[Stored dataset items]
--
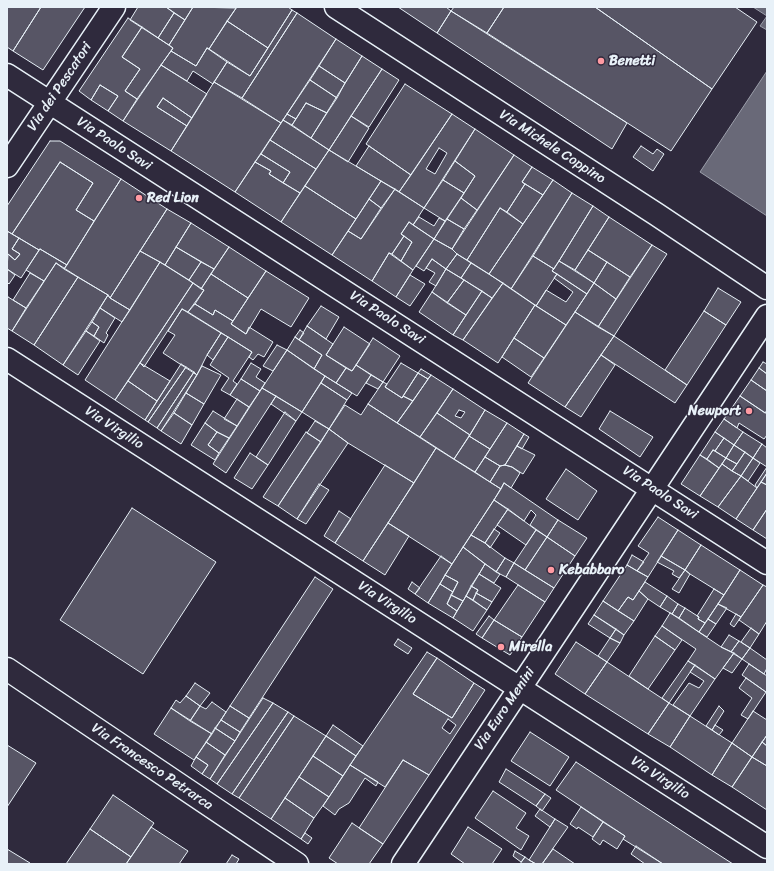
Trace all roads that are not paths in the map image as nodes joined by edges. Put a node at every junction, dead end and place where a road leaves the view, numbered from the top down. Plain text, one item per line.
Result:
1 (114, 7) edge
2 (336, 7) edge
3 (7, 75) edge
4 (50, 102) junction
5 (7, 166) edge
6 (767, 288) edge
7 (767, 316) edge
8 (7, 359) edge
9 (652, 489) junction
10 (767, 563) edge
11 (7, 669) edge
12 (519, 687) junction
13 (767, 847) edge
14 (297, 864) edge
15 (403, 864) edge

1 - 4 street, Via dei Pescatori
2 - 6 street, Via Michele Coppino
3 - 4 street, Via Paolo Savi
4 - 5 street, Via dei Pescatori
4 - 9 street, Via Paolo Savi
7 - 9 street, Via Euro Menini
8 - 12 street, Via Virgilio
9 - 10 street, Via Paolo Savi
9 - 12 street, Via Euro Menini
11 - 14 street, Via Francesco Petrarca
12 - 13 street, Via Virgilio
12 - 15 street, Via Euro Menini

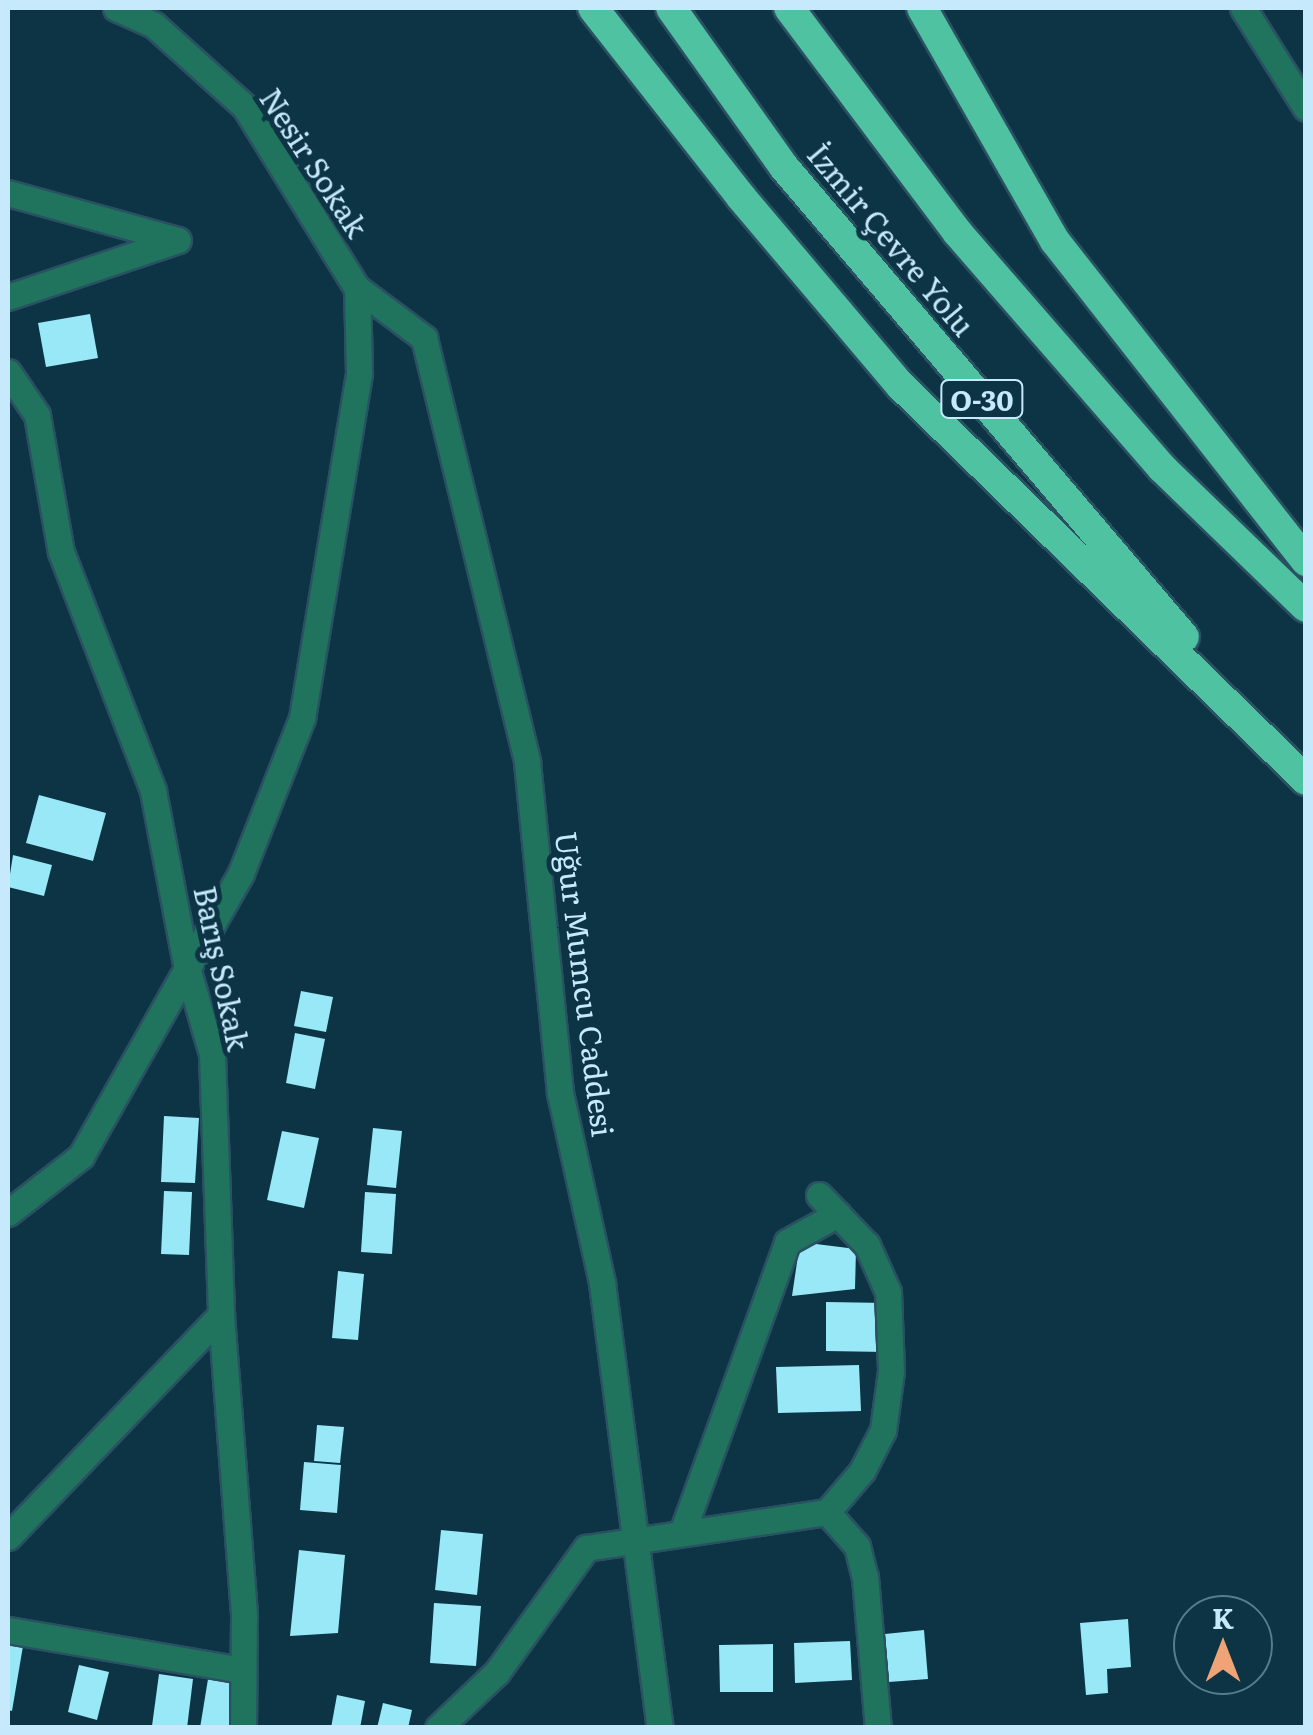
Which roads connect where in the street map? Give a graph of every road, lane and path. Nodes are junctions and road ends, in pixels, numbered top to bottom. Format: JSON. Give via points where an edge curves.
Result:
{"nodes":[{"id":1,"x":116,"y":8,"type":"edge"},
{"id":2,"x":593,"y":8,"type":"edge"},
{"id":3,"x":671,"y":8,"type":"edge"},
{"id":4,"x":789,"y":8,"type":"edge"},
{"id":5,"x":922,"y":8,"type":"edge"},
{"id":6,"x":1243,"y":8,"type":"edge"},
{"id":7,"x":1306,"y":108,"type":"edge"},
{"id":8,"x":8,"y":193,"type":"edge"},
{"id":9,"x":357,"y":288,"type":"junction"},
{"id":10,"x":8,"y":298,"type":"edge"},
{"id":11,"x":8,"y":372,"type":"edge"},
{"id":12,"x":1306,"y":562,"type":"edge"},
{"id":13,"x":1306,"y":607,"type":"edge"},
{"id":14,"x":1306,"y":780,"type":"edge"},
{"id":15,"x":186,"y":964,"type":"junction"},
{"id":16,"x":819,"y":1196,"type":"dead end"},
{"id":17,"x":8,"y":1213,"type":"edge"},
{"id":18,"x":838,"y":1214,"type":"junction"},
{"id":19,"x":221,"y":1315,"type":"junction"},
{"id":20,"x":827,"y":1512,"type":"junction"},
{"id":21,"x":683,"y":1530,"type":"junction"},
{"id":22,"x":8,"y":1536,"type":"edge"},
{"id":23,"x":640,"y":1539,"type":"junction"},
{"id":24,"x":8,"y":1630,"type":"edge"},
{"id":25,"x":243,"y":1670,"type":"junction"},
{"id":26,"x":243,"y":1728,"type":"edge"},
{"id":27,"x":438,"y":1728,"type":"edge"},
{"id":28,"x":660,"y":1728,"type":"edge"},
{"id":29,"x":878,"y":1728,"type":"edge"}],
"edges":[{"from":1,"to":9,"type":"street","name":"Nesir Sokak","via":[[154,25],[244,106]]},
{"from":2,"to":14,"type":"highway","via":[[901,386]]},
{"from":3,"to":14,"type":"highway","name":"İzmir Çevre Yolu","number":"O-30","via":[[784,167]]},
{"from":4,"to":13,"type":"highway","name":"İzmir Çevre Yolu","number":"O-30","via":[[957,232],[1162,468]]},
{"from":5,"to":12,"type":"highway","via":[[1055,241]]},
{"from":6,"to":7,"type":"street"},
{"from":8,"to":10,"type":"street","via":[[178,240]]},
{"from":9,"to":15,"type":"street","via":[[359,372],[302,718],[241,873]]},
{"from":9,"to":23,"type":"street","name":"Uğur Mumcu Caddesi","via":[[424,338],[527,762],[560,1093],[602,1283]]},
{"from":11,"to":15,"type":"street","name":"Barış Sokak","via":[[36,415],[61,552],[154,790]]},
{"from":15,"to":17,"type":"street","via":[[82,1156]]},
{"from":15,"to":19,"type":"street","name":"Barış Sokak","via":[[212,1054]]},
{"from":16,"to":18,"type":"street"},
{"from":18,"to":20,"type":"street","via":[[868,1245],[888,1292],[891,1371],[883,1430],[862,1472]]},
{"from":18,"to":21,"type":"street","via":[[787,1242]]},
{"from":19,"to":22,"type":"street"},
{"from":19,"to":25,"type":"street","name":"Barış Sokak"},
{"from":20,"to":21,"type":"street"},
{"from":20,"to":29,"type":"street","via":[[857,1546],[865,1577]]},
{"from":21,"to":23,"type":"street"},
{"from":23,"to":27,"type":"street","via":[[586,1548],[497,1672]]},
{"from":23,"to":28,"type":"street","name":"Uğur Mumcu Caddesi"},
{"from":24,"to":25,"type":"street"},
{"from":25,"to":26,"type":"street","name":"Barış Sokak"}]}
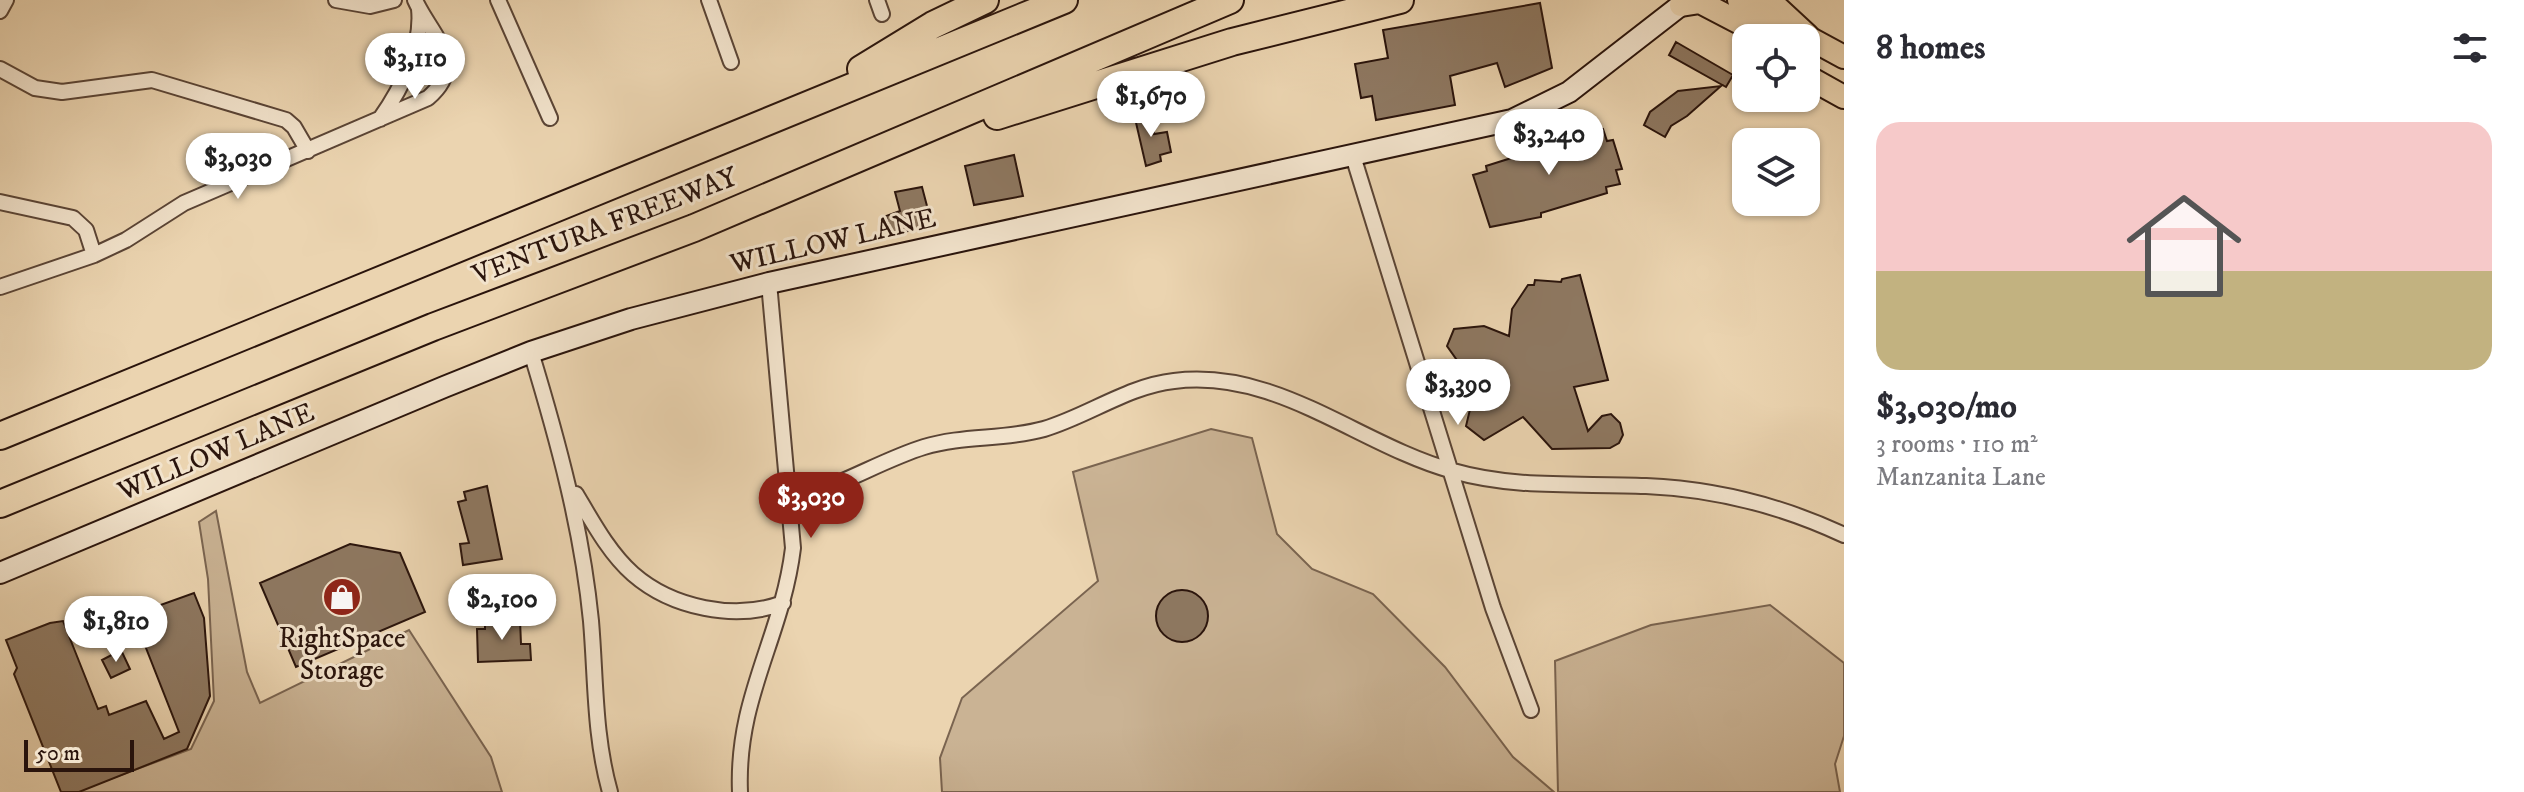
--
* Prompt
What is needed is each line of the entries that contains the word "Mumcu".

* Solution
{"from":9,"to":23,"type":"street","name":"Uğur Mumcu Caddesi","via":[[424,338],[527,762],[560,1093],[602,1283]]},
{"from":23,"to":28,"type":"street","name":"Uğur Mumcu Caddesi"},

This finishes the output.